Problem to work on: Every single entry below should be reproduced verbatim.
##### Records supplied
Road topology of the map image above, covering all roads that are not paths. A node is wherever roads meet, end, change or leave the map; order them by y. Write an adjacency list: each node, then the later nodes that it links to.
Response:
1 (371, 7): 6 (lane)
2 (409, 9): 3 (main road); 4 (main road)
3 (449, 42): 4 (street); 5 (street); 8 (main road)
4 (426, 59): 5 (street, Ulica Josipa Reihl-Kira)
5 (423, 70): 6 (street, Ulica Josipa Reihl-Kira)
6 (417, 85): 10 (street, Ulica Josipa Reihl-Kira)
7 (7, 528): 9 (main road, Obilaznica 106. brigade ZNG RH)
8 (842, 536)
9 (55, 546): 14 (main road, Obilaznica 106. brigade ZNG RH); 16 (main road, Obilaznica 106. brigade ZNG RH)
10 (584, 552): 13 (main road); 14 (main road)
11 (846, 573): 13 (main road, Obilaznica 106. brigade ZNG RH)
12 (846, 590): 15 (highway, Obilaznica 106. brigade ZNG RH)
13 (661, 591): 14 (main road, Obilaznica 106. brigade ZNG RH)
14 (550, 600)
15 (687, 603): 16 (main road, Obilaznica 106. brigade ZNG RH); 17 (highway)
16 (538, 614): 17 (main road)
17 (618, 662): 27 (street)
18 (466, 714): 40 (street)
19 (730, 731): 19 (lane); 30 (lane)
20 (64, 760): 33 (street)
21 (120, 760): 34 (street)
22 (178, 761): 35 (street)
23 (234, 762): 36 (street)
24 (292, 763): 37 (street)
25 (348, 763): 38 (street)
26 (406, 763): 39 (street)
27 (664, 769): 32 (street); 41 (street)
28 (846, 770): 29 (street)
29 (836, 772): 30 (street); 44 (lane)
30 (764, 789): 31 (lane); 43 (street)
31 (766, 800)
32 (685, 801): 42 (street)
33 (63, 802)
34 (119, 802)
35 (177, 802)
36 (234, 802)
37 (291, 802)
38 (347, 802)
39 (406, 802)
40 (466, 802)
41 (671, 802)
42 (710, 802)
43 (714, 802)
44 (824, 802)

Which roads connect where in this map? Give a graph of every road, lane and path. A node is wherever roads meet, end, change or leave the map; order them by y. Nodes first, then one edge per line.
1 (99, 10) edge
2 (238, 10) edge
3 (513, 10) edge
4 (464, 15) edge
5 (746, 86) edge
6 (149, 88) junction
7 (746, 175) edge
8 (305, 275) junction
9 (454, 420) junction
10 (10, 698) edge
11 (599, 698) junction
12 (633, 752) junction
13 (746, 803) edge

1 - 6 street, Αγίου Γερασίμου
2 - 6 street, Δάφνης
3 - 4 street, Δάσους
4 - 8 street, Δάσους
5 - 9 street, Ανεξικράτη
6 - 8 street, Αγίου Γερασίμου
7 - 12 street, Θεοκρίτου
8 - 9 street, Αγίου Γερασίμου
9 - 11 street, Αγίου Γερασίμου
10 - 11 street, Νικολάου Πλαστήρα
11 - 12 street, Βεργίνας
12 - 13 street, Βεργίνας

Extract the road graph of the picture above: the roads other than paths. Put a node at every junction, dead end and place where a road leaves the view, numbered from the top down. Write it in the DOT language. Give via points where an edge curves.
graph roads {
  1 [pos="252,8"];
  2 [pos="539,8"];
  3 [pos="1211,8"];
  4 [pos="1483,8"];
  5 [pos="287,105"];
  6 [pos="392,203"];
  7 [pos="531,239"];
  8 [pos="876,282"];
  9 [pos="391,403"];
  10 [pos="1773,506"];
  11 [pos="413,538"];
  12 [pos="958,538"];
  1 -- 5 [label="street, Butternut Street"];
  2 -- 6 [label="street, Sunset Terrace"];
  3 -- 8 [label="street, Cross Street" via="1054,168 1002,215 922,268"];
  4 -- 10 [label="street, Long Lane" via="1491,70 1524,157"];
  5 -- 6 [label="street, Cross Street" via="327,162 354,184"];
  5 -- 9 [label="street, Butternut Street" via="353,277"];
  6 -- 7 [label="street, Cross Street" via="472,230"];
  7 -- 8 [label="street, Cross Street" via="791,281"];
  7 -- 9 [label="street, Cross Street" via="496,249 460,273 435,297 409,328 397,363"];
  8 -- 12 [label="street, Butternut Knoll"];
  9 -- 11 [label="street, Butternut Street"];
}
##########
Answer space:
Road topology of the map image above, covering all roads that are not paths. A node is wherever roads meet, end, change or leave the map; order them by y. Write an adjacency list: each node, then the later nodes that it links to.
Response:
1 (371, 7): 6 (lane)
2 (409, 9): 3 (main road); 4 (main road)
3 (449, 42): 4 (street); 5 (street); 8 (main road)
4 (426, 59): 5 (street, Ulica Josipa Reihl-Kira)
5 (423, 70): 6 (street, Ulica Josipa Reihl-Kira)
6 (417, 85): 10 (street, Ulica Josipa Reihl-Kira)
7 (7, 528): 9 (main road, Obilaznica 106. brigade ZNG RH)
8 (842, 536)
9 (55, 546): 14 (main road, Obilaznica 106. brigade ZNG RH); 16 (main road, Obilaznica 106. brigade ZNG RH)
10 (584, 552): 13 (main road); 14 (main road)
11 (846, 573): 13 (main road, Obilaznica 106. brigade ZNG RH)
12 (846, 590): 15 (highway, Obilaznica 106. brigade ZNG RH)
13 (661, 591): 14 (main road, Obilaznica 106. brigade ZNG RH)
14 (550, 600)
15 (687, 603): 16 (main road, Obilaznica 106. brigade ZNG RH); 17 (highway)
16 (538, 614): 17 (main road)
17 (618, 662): 27 (street)
18 (466, 714): 40 (street)
19 (730, 731): 19 (lane); 30 (lane)
20 (64, 760): 33 (street)
21 (120, 760): 34 (street)
22 (178, 761): 35 (street)
23 (234, 762): 36 (street)
24 (292, 763): 37 (street)
25 (348, 763): 38 (street)
26 (406, 763): 39 (street)
27 (664, 769): 32 (street); 41 (street)
28 (846, 770): 29 (street)
29 (836, 772): 30 (street); 44 (lane)
30 (764, 789): 31 (lane); 43 (street)
31 (766, 800)
32 (685, 801): 42 (street)
33 (63, 802)
34 (119, 802)
35 (177, 802)
36 (234, 802)
37 (291, 802)
38 (347, 802)
39 (406, 802)
40 (466, 802)
41 (671, 802)
42 (710, 802)
43 (714, 802)
44 (824, 802)

Which roads connect where in this map? Give a graph of every road, lane and path. A node is wherever roads meet, end, change or leave the map; order them by y. Nodes first, then one edge per line.
1 (99, 10) edge
2 (238, 10) edge
3 (513, 10) edge
4 (464, 15) edge
5 (746, 86) edge
6 (149, 88) junction
7 (746, 175) edge
8 (305, 275) junction
9 (454, 420) junction
10 (10, 698) edge
11 (599, 698) junction
12 (633, 752) junction
13 (746, 803) edge

1 - 6 street, Αγίου Γερασίμου
2 - 6 street, Δάφνης
3 - 4 street, Δάσους
4 - 8 street, Δάσους
5 - 9 street, Ανεξικράτη
6 - 8 street, Αγίου Γερασίμου
7 - 12 street, Θεοκρίτου
8 - 9 street, Αγίου Γερασίμου
9 - 11 street, Αγίου Γερασίμου
10 - 11 street, Νικολάου Πλαστήρα
11 - 12 street, Βεργίνας
12 - 13 street, Βεργίνας

Extract the road graph of the picture above: the roads other than paths. Put a node at every junction, dead end and place where a road leaves the view, numbered from the top down. Write it in the DOT language. Give via points where an edge curves.
graph roads {
  1 [pos="252,8"];
  2 [pos="539,8"];
  3 [pos="1211,8"];
  4 [pos="1483,8"];
  5 [pos="287,105"];
  6 [pos="392,203"];
  7 [pos="531,239"];
  8 [pos="876,282"];
  9 [pos="391,403"];
  10 [pos="1773,506"];
  11 [pos="413,538"];
  12 [pos="958,538"];
  1 -- 5 [label="street, Butternut Street"];
  2 -- 6 [label="street, Sunset Terrace"];
  3 -- 8 [label="street, Cross Street" via="1054,168 1002,215 922,268"];
  4 -- 10 [label="street, Long Lane" via="1491,70 1524,157"];
  5 -- 6 [label="street, Cross Street" via="327,162 354,184"];
  5 -- 9 [label="street, Butternut Street" via="353,277"];
  6 -- 7 [label="street, Cross Street" via="472,230"];
  7 -- 8 [label="street, Cross Street" via="791,281"];
  7 -- 9 [label="street, Cross Street" via="496,249 460,273 435,297 409,328 397,363"];
  8 -- 12 [label="street, Butternut Knoll"];
  9 -- 11 [label="street, Butternut Street"];
}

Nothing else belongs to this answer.